[Opening Information shown section]

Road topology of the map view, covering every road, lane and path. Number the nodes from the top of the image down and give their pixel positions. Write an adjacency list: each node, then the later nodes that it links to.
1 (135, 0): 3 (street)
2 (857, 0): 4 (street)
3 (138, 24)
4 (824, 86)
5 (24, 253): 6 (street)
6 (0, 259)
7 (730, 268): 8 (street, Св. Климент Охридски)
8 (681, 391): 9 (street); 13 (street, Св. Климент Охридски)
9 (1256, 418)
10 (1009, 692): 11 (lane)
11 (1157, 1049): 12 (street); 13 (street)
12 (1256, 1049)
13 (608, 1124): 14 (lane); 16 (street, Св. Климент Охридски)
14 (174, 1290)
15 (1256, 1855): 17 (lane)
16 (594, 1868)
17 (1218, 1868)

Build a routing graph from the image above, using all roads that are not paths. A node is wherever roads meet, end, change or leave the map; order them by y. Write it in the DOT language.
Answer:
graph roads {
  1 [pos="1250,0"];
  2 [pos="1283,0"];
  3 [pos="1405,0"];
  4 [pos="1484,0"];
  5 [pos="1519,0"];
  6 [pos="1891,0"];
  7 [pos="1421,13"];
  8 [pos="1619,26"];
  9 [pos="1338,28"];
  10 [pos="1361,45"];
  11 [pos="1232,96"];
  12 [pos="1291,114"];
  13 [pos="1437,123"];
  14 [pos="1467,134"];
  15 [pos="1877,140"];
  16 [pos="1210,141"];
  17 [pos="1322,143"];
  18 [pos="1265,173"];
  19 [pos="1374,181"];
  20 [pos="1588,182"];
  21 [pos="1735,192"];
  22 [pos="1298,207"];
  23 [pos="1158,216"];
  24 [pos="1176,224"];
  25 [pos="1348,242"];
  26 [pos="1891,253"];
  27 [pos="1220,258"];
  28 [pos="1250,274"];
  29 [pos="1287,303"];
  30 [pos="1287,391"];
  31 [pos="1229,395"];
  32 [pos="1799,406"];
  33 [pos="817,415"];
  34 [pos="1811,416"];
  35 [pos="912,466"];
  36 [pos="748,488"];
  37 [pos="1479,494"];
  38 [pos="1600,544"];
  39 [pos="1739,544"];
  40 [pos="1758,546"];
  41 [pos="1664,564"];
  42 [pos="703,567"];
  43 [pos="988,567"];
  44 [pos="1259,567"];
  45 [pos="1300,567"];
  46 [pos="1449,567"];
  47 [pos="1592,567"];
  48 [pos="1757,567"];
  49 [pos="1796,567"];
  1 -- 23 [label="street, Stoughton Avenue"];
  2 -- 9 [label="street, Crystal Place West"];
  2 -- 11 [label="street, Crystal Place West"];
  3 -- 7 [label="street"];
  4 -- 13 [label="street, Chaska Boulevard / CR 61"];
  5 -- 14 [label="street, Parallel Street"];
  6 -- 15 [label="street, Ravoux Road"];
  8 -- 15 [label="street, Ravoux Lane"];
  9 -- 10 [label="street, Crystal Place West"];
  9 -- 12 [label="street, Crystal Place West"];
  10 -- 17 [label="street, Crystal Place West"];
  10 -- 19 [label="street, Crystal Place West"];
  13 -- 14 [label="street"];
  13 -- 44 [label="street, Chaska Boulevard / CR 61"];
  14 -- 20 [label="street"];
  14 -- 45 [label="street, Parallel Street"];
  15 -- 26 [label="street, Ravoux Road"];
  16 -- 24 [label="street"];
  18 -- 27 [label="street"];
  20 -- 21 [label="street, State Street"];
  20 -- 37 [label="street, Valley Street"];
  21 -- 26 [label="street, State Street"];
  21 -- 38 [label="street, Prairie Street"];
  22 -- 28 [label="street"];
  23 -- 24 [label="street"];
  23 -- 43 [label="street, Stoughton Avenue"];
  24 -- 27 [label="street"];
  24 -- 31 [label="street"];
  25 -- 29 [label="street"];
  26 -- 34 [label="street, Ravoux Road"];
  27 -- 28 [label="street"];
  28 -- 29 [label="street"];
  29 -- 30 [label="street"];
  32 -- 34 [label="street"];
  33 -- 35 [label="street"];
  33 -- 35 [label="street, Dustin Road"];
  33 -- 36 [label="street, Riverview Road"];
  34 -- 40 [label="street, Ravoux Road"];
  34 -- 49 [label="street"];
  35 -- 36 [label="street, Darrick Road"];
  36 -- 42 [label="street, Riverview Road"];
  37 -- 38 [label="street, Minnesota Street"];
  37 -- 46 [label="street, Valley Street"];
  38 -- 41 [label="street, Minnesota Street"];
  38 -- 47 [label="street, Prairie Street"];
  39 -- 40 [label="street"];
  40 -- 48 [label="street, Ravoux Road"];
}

[Closing Information shown section]

**Directions for this task:** The expected response is the material above given again line by line, from its first line to the line holding "Build a routing", inclusive.

**Task result:**
Road topology of the map view, covering every road, lane and path. Number the nodes from the top of the image down and give their pixel positions. Write an adjacency list: each node, then the later nodes that it links to.
1 (135, 0): 3 (street)
2 (857, 0): 4 (street)
3 (138, 24)
4 (824, 86)
5 (24, 253): 6 (street)
6 (0, 259)
7 (730, 268): 8 (street, Св. Климент Охридски)
8 (681, 391): 9 (street); 13 (street, Св. Климент Охридски)
9 (1256, 418)
10 (1009, 692): 11 (lane)
11 (1157, 1049): 12 (street); 13 (street)
12 (1256, 1049)
13 (608, 1124): 14 (lane); 16 (street, Св. Климент Охридски)
14 (174, 1290)
15 (1256, 1855): 17 (lane)
16 (594, 1868)
17 (1218, 1868)

Build a routing graph from the image above, using all roads that are not paths. A node is wherever roads meet, end, change or leave the map; order them by y. Write it in the DOT language.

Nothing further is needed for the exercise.